Juan Lixmar Zoto
Justo por estas fechas me viene a la memoria que, a la par de unas copas de whisky, uno de mis profesores me hablaba sobre una publicación suya referida a la desclasificación y aparición de nueva documentación que comprobaba la injerencia y el protagonismo político y militar que tuvo Estados Unidos en el golpe de Estado chileno propiciado por Augusto Pinochet un 11 de septiembre de 1973.

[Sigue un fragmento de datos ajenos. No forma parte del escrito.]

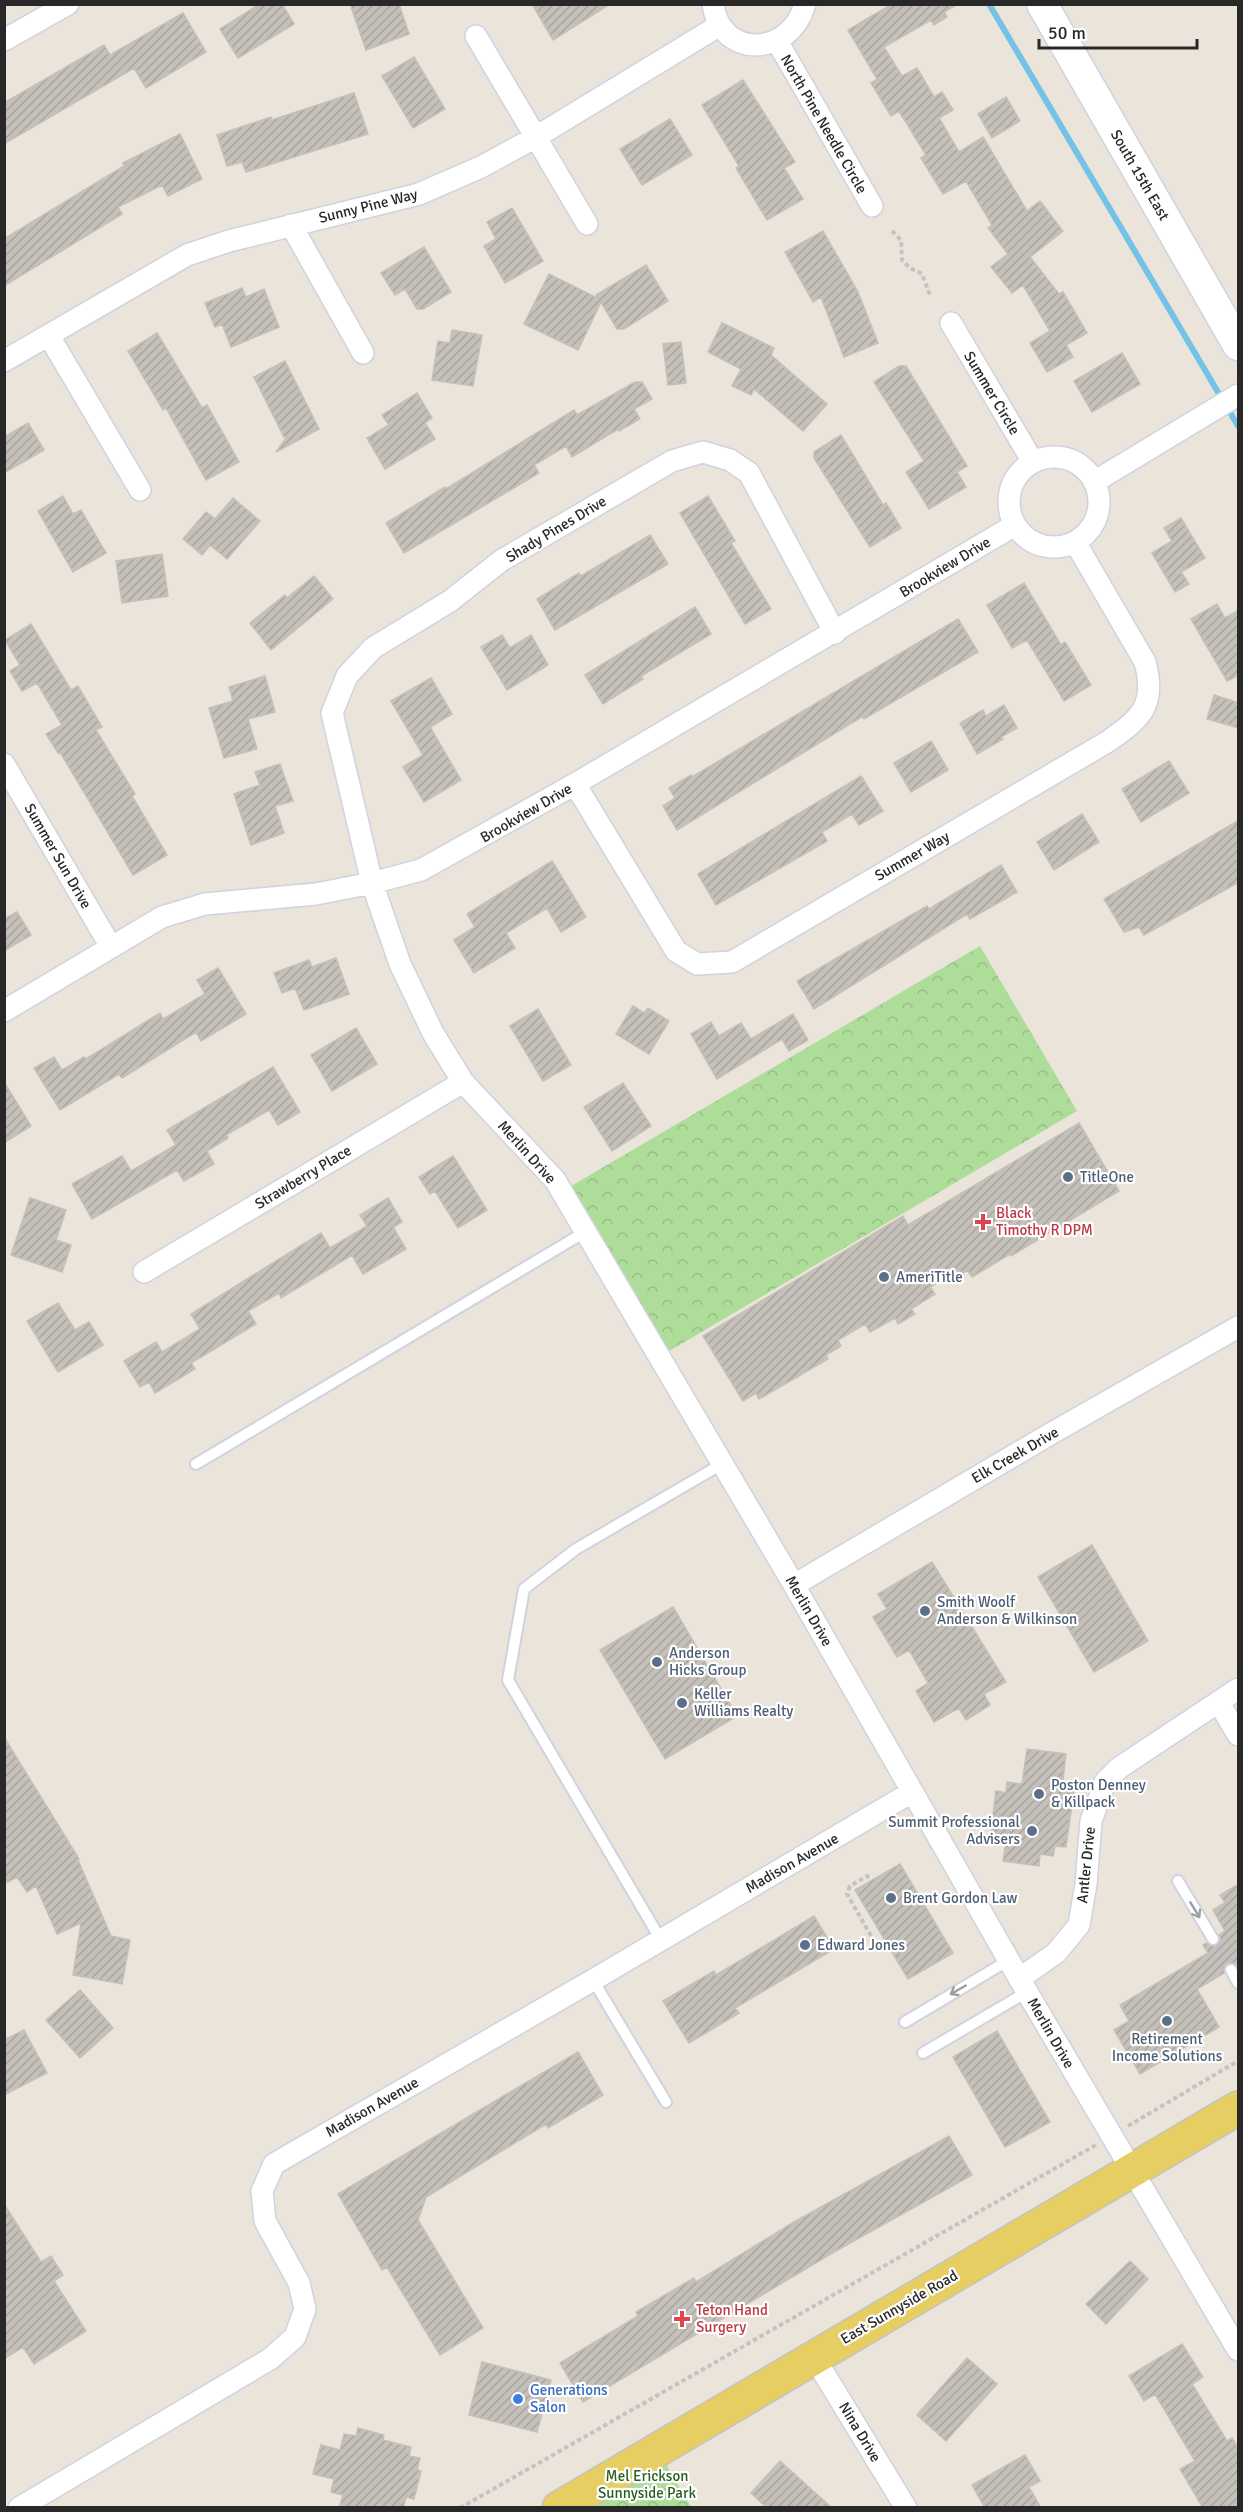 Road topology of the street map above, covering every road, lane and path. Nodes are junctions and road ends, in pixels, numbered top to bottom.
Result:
1 (68, 4) edge
2 (712, 4) edge
3 (805, 4) edge
4 (1042, 4) edge
5 (720, 25) junction
6 (476, 36) dead end
7 (4, 40) edge
8 (777, 41) junction
9 (536, 137) junction
10 (872, 206) dead end
11 (587, 224) dead end
12 (291, 225) junction
13 (892, 231) dead end
14 (930, 295) dead end
15 (951, 323) dead end
16 (49, 336) junction
17 (1239, 345) edge
18 (363, 353) dead end
19 (4, 361) edge
20 (1238, 395) edge
21 (1033, 462) junction
22 (1094, 482) junction
23 (140, 490) dead end
24 (1015, 525) junction
25 (1075, 542) junction
26 (835, 633) junction
27 (4, 764) edge
28 (575, 784) junction
29 (372, 883) junction
30 (111, 947) junction
31 (4, 1011) edge
32 (463, 1082) junction
33 (585, 1232) junction
34 (144, 1272) dead end
35 (1239, 1327) edge
36 (196, 1464) dead end
37 (722, 1464) junction
38 (794, 1585) junction
39 (1239, 1689) edge
40 (1219, 1703) junction
41 (1239, 1735) edge
42 (912, 1792) junction
43 (869, 1878) dead end
44 (1178, 1881) dead end
45 (1212, 1939) dead end
46 (661, 1940) junction
47 (878, 1948) dead end
48 (1009, 1960) junction
49 (1231, 1970) dead end
50 (593, 1980) junction
51 (1239, 1983) edge
52 (1023, 1986) junction
53 (904, 2022) dead end
54 (923, 2053) dead end
55 (1239, 2061) edge
56 (666, 2102) dead end
57 (1239, 2108) edge
58 (1142, 2118) dead end
59 (1090, 2148) dead end
60 (1133, 2170) junction
61 (1239, 2350) edge
62 (814, 2357) junction
63 (19, 2508) edge
64 (460, 2508) edge
65 (559, 2508) edge
66 (906, 2508) edge

1 - 7 street
2 - 5 street
3 - 8 street
4 - 17 main road, South 15th East
5 - 8 street
5 - 9 street, Sunny Pine Way
6 - 9 street
8 - 10 street, North Pine Needle Circle
9 - 11 street
9 - 12 street, Sunny Pine Way
12 - 16 street, Sunny Pine Way
12 - 18 street
13 - 14 path
15 - 21 street, Summer Circle
16 - 19 street, Sunny Pine Way
16 - 23 street
20 - 22 street
21 - 22 street
21 - 24 street
22 - 25 street
24 - 25 street
24 - 26 street, Brookview Drive
25 - 28 street, Summer Way
26 - 28 street, Brookview Drive
26 - 29 street, Shady Pines Drive
27 - 30 street, Summer Sun Drive
28 - 29 street, Brookview Drive
29 - 30 street, Brookview Drive
29 - 32 street, Merlin Drive
30 - 31 street, Brookview Drive
32 - 33 street, Merlin Drive
32 - 34 street, Strawberry Place
33 - 36 lane
33 - 37 street, Merlin Drive
35 - 38 street, Elk Creek Drive
37 - 38 street, Merlin Drive
37 - 46 lane
38 - 42 street, Merlin Drive
39 - 40 street, Antler Drive
40 - 41 street
40 - 52 street, Antler Drive
42 - 46 street, Madison Avenue
42 - 48 street, Merlin Drive
43 - 47 path
44 -> 45 lane
46 - 50 street, Madison Avenue
48 - 52 street, Merlin Drive
48 -> 53 lane
49 - 51 lane
50 - 56 lane
50 - 63 street, Madison Avenue
52 - 54 lane
52 - 60 street, Merlin Drive
55 - 58 path
57 - 60 main road, East Sunnyside Road
59 - 64 path
60 - 61 street, Merlin Drive
60 - 62 main road, East Sunnyside Road
62 - 65 main road, East Sunnyside Road
62 - 66 street, Nina Drive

De esta conversación y posterior lectura de su publicación, como de otras que tenía al alcance, me llamaron la atención dos hechos particulares que muy posiblemente –pese la cantidad de texto que se ha escrito sobre la democracia chilena y el derrocamiento de Allende– han pasado desapercibidos o posiblemente no han sido tomados en cuenta.
El primero de ellos es que, para el gobierno estadounidense dirigido por Richard Nixon (1969-1974), las circunstancias político, geográficas y sociales que se daban en Chile y Bolivia revestían mucho mayor riesgo que la experiencia cubana, que ya de por sí, por su falta de continuidad territorial, la dejaba diezmada y alejada de la conformación de un auténtico bloque de países socialistas en Centro América y el Caribe.
Segundo que, con un afán desestabilizador a la democracia chilena, allá por los años setenta se inició una campaña política, social y económica que promovió e incluso justificó internacionalmente el golpe militar a la presidencia de Salvador Allende (1970-1973). Uno de los ejes sociales sobre los que se basó el referido plan desestabilizador, fue el de desprestigiarlo calificándolo de alcohólico y “BORRACHO”.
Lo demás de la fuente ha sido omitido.